◆ PROBLEM STATEMENT: Only lines that contain the word "path" are to be returned from the data below.

◆ LISTED ENTRIES:
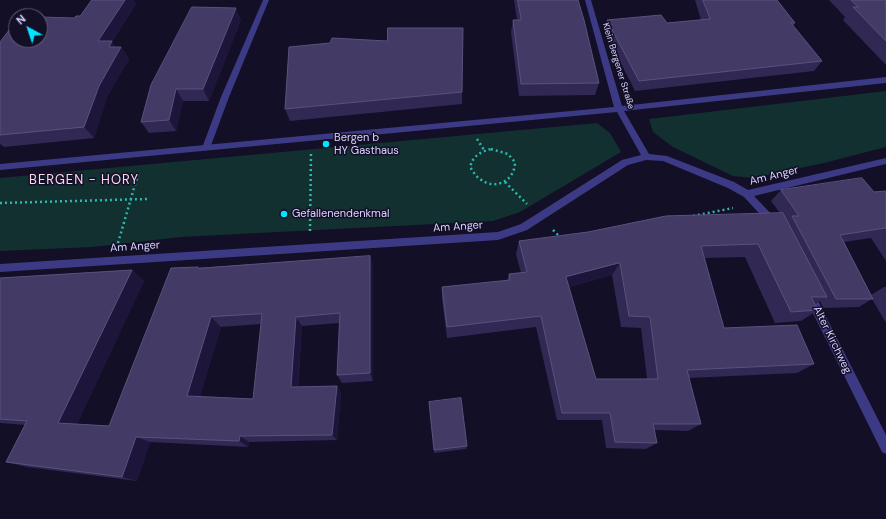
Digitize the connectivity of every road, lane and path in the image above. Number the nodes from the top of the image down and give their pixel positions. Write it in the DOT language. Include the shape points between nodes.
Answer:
graph roads {
  1 [pos="266,0"];
  2 [pos="588,0"];
  3 [pos="886,80"];
  4 [pos="619,109"];
  5 [pos="311,138"];
  6 [pos="206,148"];
  7 [pos="145,153"];
  8 [pos="646,157"];
  9 [pos="886,161"];
  10 [pos="0,167"];
  11 [pos="505,182"];
  12 [pos="747,194"];
  13 [pos="147,199"];
  14 [pos="130,201"];
  15 [pos="0,203"];
  16 [pos="540,217"];
  17 [pos="688,217"];
  18 [pos="777,230"];
  19 [pos="563,240"];
  20 [pos="309,248"];
  21 [pos="112,261"];
  22 [pos="0,268"];
  23 [pos="805,286"];
  24 [pos="886,448"];
  1 -- 6 [label="street"];
  2 -- 4 [label="street, Klein Bergener Straße"];
  3 -- 4 [label="street"];
  4 -- 5 [label="street"];
  4 -- 8 [label="street, Klein Bergener Straße"];
  5 -- 6 [label="street"];
  5 -- 20 [label="path"];
  6 -- 7 [label="street"];
  7 -- 10 [label="street"];
  7 -- 14 [label="path"];
  8 -- 12 [label="street, Am Anger" via="664,158"];
  8 -- 16 [label="street, Am Anger" via="625,162"];
  9 -- 12 [label="street, Am Anger"];
  11 -- 11 [label="path" via="514,175 516,165 512,157 502,151 491,149 472,158 470,167 474,176 483,182"];
  11 -- 16 [label="path"];
  12 -- 17 [label="path" via="743,206"];
  12 -- 18 [label="street" via="774,223"];
  13 -- 14 [label="path"];
  14 -- 15 [label="path"];
  14 -- 21 [label="path"];
  16 -- 19 [label="path"];
  16 -- 20 [label="street, Am Anger" via="524,227 498,236"];
  20 -- 21 [label="street, Am Anger"];
  21 -- 22 [label="street, Am Anger"];
  23 -- 24 [label="street, Alter Kirchweg"];
}
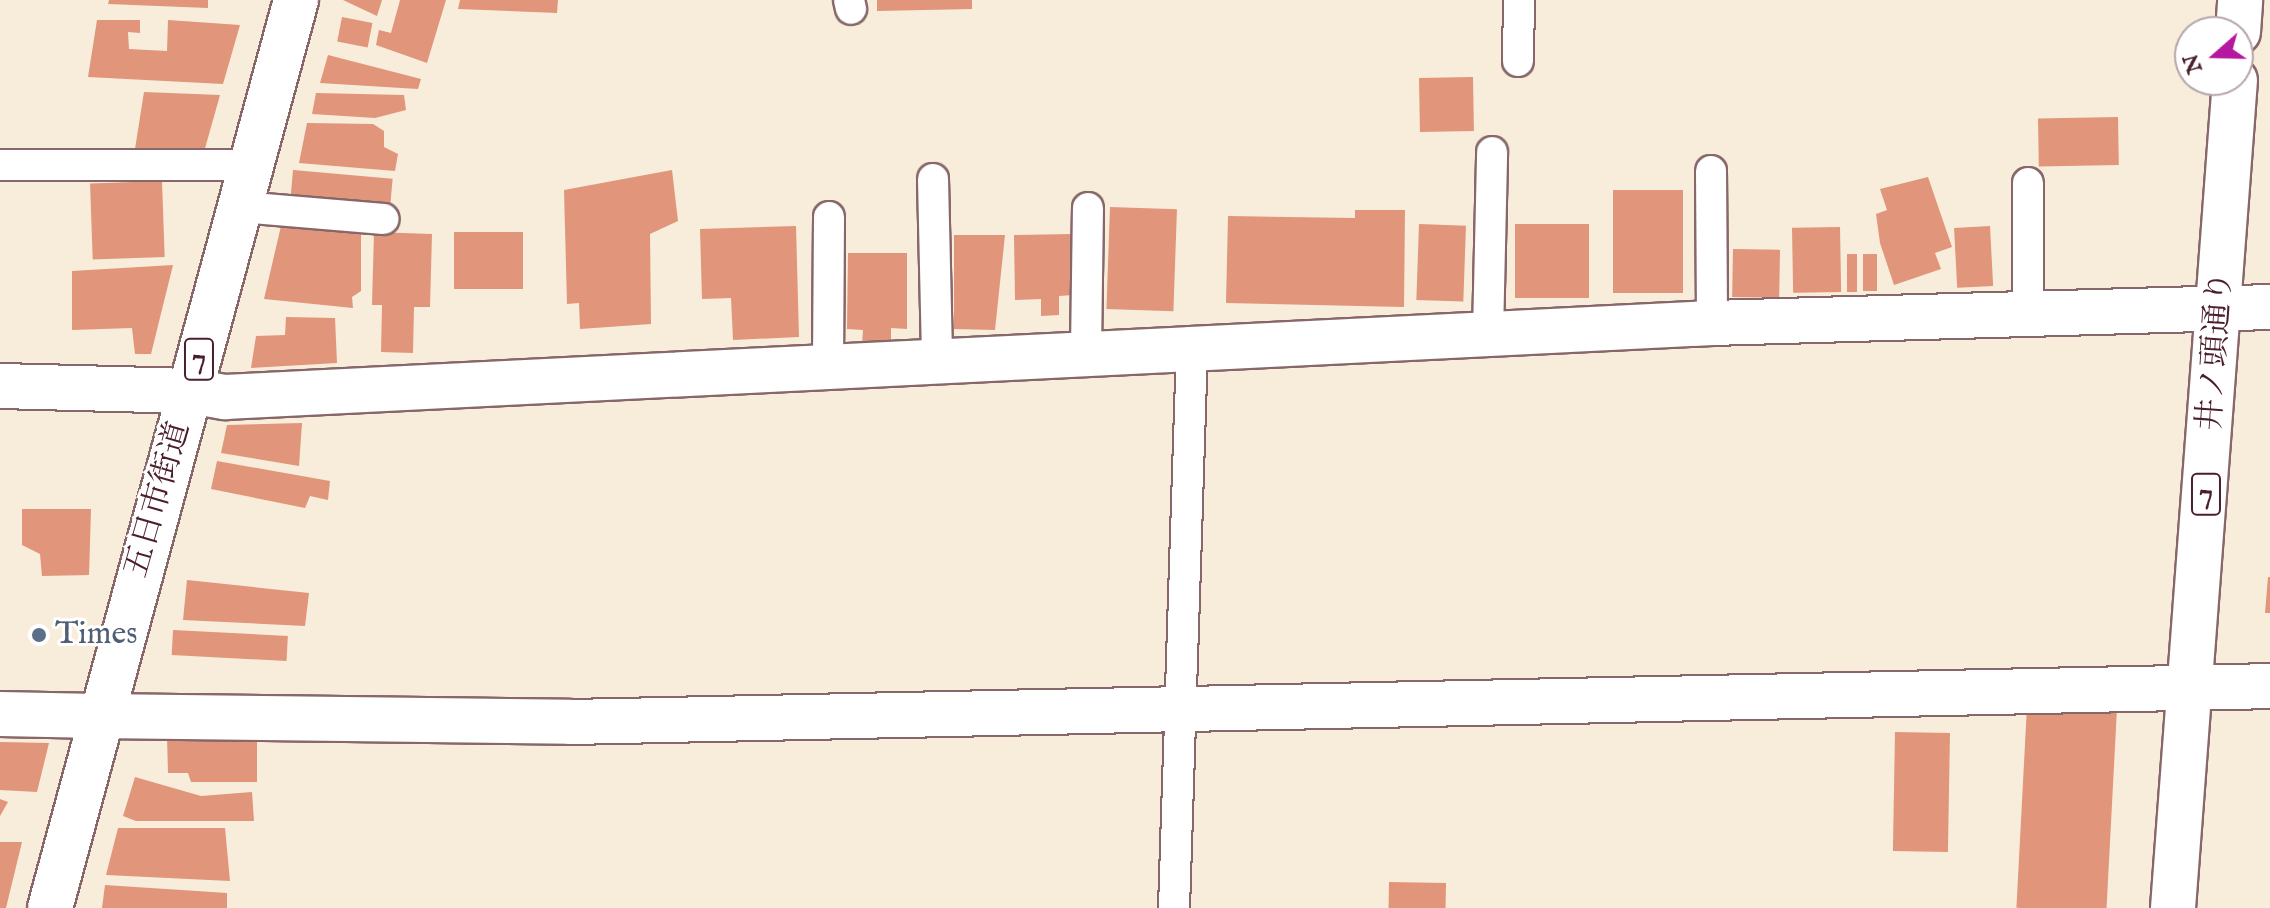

◆ RESPONSE TO THIS EXERCISE:
Digitize the connectivity of every road, lane and path in the image above. Number the nodes from the top of the image down and give their pixel positions. Write it in the DOT language. Include the shape points between nodes.
  5 -- 20 [label="path"];
  7 -- 14 [label="path"];
  11 -- 11 [label="path" via="514,175 516,165 512,157 502,151 491,149 472,158 470,167 474,176 483,182"];
  11 -- 16 [label="path"];
  12 -- 17 [label="path" via="743,206"];
  13 -- 14 [label="path"];
  14 -- 15 [label="path"];
  14 -- 21 [label="path"];
  16 -- 19 [label="path"];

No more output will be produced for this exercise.